How PCR is Most Often Used
Since its conception in 1983, PCR has proven indispensable in fields like genetic research, criminal investigation, and diagnostics. Though PCR has a myriad of different uses, people most often associate it with diagnosing viral infections. First, viral DNA is collected from the host; the medium used most often is blood or saliva. When this DNA is amplified using PCR, enough is generated so that the type of virus and its viral properties become known.
These PCR tests hold the most veracity when it comes to viral detection and are far more reliable than antigen tests. The WHO, as well as most clinically trained professionals, will attest to this. If biotic impurities and contaminations were to enter the solution, these entities would also be amplified.

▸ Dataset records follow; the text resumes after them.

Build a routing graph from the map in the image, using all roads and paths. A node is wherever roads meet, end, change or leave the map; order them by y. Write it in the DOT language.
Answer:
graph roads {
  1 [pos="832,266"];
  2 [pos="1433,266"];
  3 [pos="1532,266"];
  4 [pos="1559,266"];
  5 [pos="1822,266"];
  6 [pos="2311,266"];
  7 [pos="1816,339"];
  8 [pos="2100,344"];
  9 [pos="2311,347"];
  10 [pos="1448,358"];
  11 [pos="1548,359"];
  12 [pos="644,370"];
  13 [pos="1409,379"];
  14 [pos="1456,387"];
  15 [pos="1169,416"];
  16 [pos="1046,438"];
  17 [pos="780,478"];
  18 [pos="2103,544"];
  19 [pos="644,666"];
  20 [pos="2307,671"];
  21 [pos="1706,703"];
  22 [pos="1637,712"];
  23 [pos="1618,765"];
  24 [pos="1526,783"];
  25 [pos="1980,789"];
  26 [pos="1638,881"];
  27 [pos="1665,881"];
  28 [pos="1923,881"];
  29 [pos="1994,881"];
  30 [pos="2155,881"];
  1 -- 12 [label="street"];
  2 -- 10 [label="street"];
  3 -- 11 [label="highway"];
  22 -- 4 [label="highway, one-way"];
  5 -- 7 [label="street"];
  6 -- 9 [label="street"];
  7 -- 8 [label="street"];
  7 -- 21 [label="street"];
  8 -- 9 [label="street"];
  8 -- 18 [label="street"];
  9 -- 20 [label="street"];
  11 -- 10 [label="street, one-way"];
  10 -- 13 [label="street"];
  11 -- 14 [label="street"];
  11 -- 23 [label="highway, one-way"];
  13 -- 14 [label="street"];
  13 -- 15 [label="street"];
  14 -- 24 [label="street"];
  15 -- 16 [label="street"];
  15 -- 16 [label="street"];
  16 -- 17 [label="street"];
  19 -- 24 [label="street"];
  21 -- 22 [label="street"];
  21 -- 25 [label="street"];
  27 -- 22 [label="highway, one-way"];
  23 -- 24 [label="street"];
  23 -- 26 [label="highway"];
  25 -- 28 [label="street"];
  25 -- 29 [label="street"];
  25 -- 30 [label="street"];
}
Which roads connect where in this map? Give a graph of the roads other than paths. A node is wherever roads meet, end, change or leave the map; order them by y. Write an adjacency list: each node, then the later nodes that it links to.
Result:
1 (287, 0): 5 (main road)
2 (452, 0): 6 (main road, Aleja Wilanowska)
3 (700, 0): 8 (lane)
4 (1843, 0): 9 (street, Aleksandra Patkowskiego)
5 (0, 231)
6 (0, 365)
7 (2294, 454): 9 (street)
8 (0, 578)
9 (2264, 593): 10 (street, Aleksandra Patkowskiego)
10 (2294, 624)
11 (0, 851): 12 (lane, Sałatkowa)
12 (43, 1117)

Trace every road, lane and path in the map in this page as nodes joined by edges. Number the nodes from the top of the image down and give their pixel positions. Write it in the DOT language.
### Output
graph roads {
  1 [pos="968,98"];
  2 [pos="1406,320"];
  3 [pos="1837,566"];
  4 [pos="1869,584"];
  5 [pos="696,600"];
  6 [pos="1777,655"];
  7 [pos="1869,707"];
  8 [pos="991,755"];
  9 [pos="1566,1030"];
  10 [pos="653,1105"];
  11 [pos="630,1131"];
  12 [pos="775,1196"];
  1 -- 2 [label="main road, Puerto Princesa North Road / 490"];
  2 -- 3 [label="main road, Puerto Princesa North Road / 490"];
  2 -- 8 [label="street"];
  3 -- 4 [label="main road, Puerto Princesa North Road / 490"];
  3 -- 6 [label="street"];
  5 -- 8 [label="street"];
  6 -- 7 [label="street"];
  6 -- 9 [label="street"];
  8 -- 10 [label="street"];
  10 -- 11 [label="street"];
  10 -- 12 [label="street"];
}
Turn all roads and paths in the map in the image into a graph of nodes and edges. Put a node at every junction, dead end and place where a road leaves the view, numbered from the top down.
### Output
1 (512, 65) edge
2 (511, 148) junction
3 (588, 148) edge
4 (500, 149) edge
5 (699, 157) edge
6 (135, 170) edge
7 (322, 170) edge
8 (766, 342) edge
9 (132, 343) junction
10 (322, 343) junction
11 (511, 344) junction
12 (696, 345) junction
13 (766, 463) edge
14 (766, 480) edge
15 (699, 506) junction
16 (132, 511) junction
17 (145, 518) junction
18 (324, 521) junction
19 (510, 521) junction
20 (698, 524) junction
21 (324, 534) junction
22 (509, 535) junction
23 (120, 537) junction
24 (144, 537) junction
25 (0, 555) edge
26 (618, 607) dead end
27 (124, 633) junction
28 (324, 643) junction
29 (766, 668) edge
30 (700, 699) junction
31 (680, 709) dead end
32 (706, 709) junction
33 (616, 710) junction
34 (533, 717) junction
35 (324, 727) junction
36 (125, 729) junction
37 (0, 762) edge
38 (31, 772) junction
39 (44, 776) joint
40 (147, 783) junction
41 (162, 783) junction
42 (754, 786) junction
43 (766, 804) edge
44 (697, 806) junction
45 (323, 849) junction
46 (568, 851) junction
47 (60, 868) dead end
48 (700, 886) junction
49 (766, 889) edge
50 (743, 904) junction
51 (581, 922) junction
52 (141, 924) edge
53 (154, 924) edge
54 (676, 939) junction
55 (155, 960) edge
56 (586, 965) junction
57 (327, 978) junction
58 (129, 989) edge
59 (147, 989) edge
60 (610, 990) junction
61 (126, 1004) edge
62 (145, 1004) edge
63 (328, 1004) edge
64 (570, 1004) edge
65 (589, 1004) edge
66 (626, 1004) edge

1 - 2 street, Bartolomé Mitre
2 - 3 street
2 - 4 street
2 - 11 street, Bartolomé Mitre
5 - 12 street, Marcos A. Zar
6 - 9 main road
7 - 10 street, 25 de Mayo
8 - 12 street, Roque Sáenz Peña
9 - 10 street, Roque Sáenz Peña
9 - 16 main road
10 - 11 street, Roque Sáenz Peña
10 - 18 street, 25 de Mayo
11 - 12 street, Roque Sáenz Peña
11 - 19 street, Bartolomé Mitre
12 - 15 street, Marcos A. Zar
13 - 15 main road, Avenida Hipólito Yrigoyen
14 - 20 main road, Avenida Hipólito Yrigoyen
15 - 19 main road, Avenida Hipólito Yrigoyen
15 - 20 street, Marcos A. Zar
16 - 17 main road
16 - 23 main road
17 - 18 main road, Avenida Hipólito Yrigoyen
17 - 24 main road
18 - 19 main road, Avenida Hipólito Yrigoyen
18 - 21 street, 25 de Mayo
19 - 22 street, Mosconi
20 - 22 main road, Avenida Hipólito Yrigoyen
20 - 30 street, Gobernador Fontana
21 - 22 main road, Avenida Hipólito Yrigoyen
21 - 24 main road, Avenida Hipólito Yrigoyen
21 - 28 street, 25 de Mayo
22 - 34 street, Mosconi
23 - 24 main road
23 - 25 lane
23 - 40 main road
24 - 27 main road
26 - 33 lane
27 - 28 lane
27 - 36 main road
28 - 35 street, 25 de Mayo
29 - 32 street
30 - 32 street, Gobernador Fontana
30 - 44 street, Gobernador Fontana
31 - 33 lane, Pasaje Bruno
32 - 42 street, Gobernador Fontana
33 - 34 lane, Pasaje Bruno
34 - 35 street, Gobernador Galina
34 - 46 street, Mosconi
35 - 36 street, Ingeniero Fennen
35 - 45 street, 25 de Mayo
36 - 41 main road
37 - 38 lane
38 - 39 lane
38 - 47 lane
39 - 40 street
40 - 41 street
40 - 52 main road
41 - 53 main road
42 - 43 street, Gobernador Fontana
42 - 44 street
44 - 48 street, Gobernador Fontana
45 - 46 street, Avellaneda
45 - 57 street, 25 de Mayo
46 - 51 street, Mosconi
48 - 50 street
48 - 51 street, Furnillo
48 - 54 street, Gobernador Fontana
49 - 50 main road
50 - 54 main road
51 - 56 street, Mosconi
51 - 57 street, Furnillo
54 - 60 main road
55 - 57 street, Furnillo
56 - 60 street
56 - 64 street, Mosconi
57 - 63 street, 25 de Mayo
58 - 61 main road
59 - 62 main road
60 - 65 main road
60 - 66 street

Therefore, the technique itself must be scrupulously done in a sterile environment.
Ingredients Required for PCR
If one were to make a shopping list of essential reagents used for PCR, the key components would be polymerase, primers (forward and reverse), template DNA, and nucleotides (dNTPs). Supplemental reagents that may aid in the yield and quality of the product would be reaction buffer, high GC enhancer (assuming the template of choice is rich in guanine and cytosine residues), and nuclease-free water. All ingredients are typically introduced to a microcentrifuge tube, resulting in a homogenous solution. Only after is the reaction subjected to PCR, but what do these reagents accomplish, and how?
Firstly, the primers, which are truncated segments of DNA (roughly 15-25 nucleotides long), will attach themselves to opposite strands of the template DNA. The forward primer will propagate nucleotides on one strand, while the reverse primer will add to the other. These primers are the point of origin for nucleotide binding, and the specific primer sequence will determine what region of DNA is replicated.
Thermus Aquaticus (TAQ) polymerase is a specific polymerase enzyme that is derived from heat-resistant bacteria, ideal for the high temperatures implemented in PCR. The role of TAQ Polymerase is to add the free dNTPs (guanine, adenine, cytosine, and thymine) to the 3’ end of the deoxyribose (on the third carbon).
These reactions all occur in an aqueous solution, incorporated with a buffer that makes the chemical medium more appropriate for the polymerase to add. Either the Tris-HCL or potassium ions (K+) from KCl that makes up the buffer will stabilize the DNA and encourage primer annealing. This makes sense, given that DNA itself is acidic.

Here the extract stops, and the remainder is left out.